DIRECTIONS FOR THIS TASK:
Given the records below, pull every line with the word "dead" into the answer.

EXERCISE DATA:

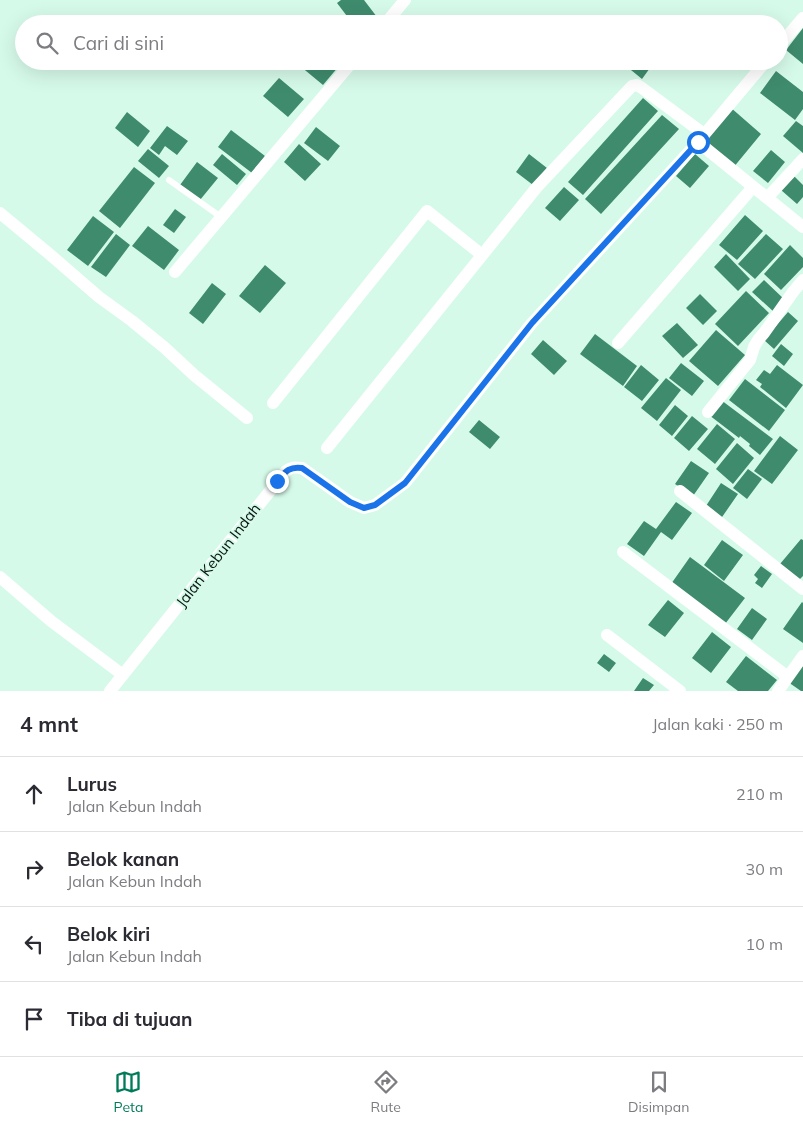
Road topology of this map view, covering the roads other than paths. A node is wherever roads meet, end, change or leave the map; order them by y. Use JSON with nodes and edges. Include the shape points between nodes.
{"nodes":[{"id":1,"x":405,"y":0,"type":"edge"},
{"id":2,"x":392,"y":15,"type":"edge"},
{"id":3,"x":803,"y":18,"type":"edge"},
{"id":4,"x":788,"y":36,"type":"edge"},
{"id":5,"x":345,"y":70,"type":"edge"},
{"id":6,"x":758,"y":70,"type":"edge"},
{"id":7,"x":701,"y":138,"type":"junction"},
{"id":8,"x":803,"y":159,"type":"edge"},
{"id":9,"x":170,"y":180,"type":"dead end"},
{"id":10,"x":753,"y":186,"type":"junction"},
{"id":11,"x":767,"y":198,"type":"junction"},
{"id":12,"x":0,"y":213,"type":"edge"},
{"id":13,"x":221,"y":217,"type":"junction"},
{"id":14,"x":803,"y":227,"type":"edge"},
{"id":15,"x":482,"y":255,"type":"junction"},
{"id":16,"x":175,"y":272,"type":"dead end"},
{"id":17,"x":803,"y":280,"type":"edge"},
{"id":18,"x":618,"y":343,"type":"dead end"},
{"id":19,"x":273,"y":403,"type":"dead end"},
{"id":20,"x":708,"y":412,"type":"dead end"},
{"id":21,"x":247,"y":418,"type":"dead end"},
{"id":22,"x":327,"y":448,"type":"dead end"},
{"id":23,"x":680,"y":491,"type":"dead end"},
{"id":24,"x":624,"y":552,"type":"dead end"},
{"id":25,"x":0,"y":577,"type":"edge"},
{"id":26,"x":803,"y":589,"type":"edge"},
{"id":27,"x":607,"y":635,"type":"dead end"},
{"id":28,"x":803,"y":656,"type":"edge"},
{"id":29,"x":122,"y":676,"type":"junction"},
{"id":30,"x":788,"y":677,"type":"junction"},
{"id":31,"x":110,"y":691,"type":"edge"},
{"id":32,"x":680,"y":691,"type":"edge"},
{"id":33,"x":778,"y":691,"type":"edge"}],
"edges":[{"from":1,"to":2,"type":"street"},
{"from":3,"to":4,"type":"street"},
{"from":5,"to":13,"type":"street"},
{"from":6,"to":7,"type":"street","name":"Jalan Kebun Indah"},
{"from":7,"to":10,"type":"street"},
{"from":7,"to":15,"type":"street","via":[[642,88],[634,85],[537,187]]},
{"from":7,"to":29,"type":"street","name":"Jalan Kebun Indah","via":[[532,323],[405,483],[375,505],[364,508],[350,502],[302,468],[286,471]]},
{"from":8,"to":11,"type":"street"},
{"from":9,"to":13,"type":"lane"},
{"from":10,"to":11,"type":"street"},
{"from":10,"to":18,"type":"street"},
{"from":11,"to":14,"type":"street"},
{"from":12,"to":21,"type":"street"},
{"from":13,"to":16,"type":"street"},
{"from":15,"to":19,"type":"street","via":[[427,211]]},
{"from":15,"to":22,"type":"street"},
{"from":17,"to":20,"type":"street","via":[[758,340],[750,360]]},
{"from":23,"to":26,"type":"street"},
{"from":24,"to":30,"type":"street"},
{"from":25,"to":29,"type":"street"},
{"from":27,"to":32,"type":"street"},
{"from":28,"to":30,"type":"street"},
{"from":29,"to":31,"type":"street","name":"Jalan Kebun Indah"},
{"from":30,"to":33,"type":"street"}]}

SOLUTION FOR THIS EXERCISE:
{"id":9,"x":170,"y":180,"type":"dead end"},
{"id":16,"x":175,"y":272,"type":"dead end"},
{"id":18,"x":618,"y":343,"type":"dead end"},
{"id":19,"x":273,"y":403,"type":"dead end"},
{"id":20,"x":708,"y":412,"type":"dead end"},
{"id":21,"x":247,"y":418,"type":"dead end"},
{"id":22,"x":327,"y":448,"type":"dead end"},
{"id":23,"x":680,"y":491,"type":"dead end"},
{"id":24,"x":624,"y":552,"type":"dead end"},
{"id":27,"x":607,"y":635,"type":"dead end"},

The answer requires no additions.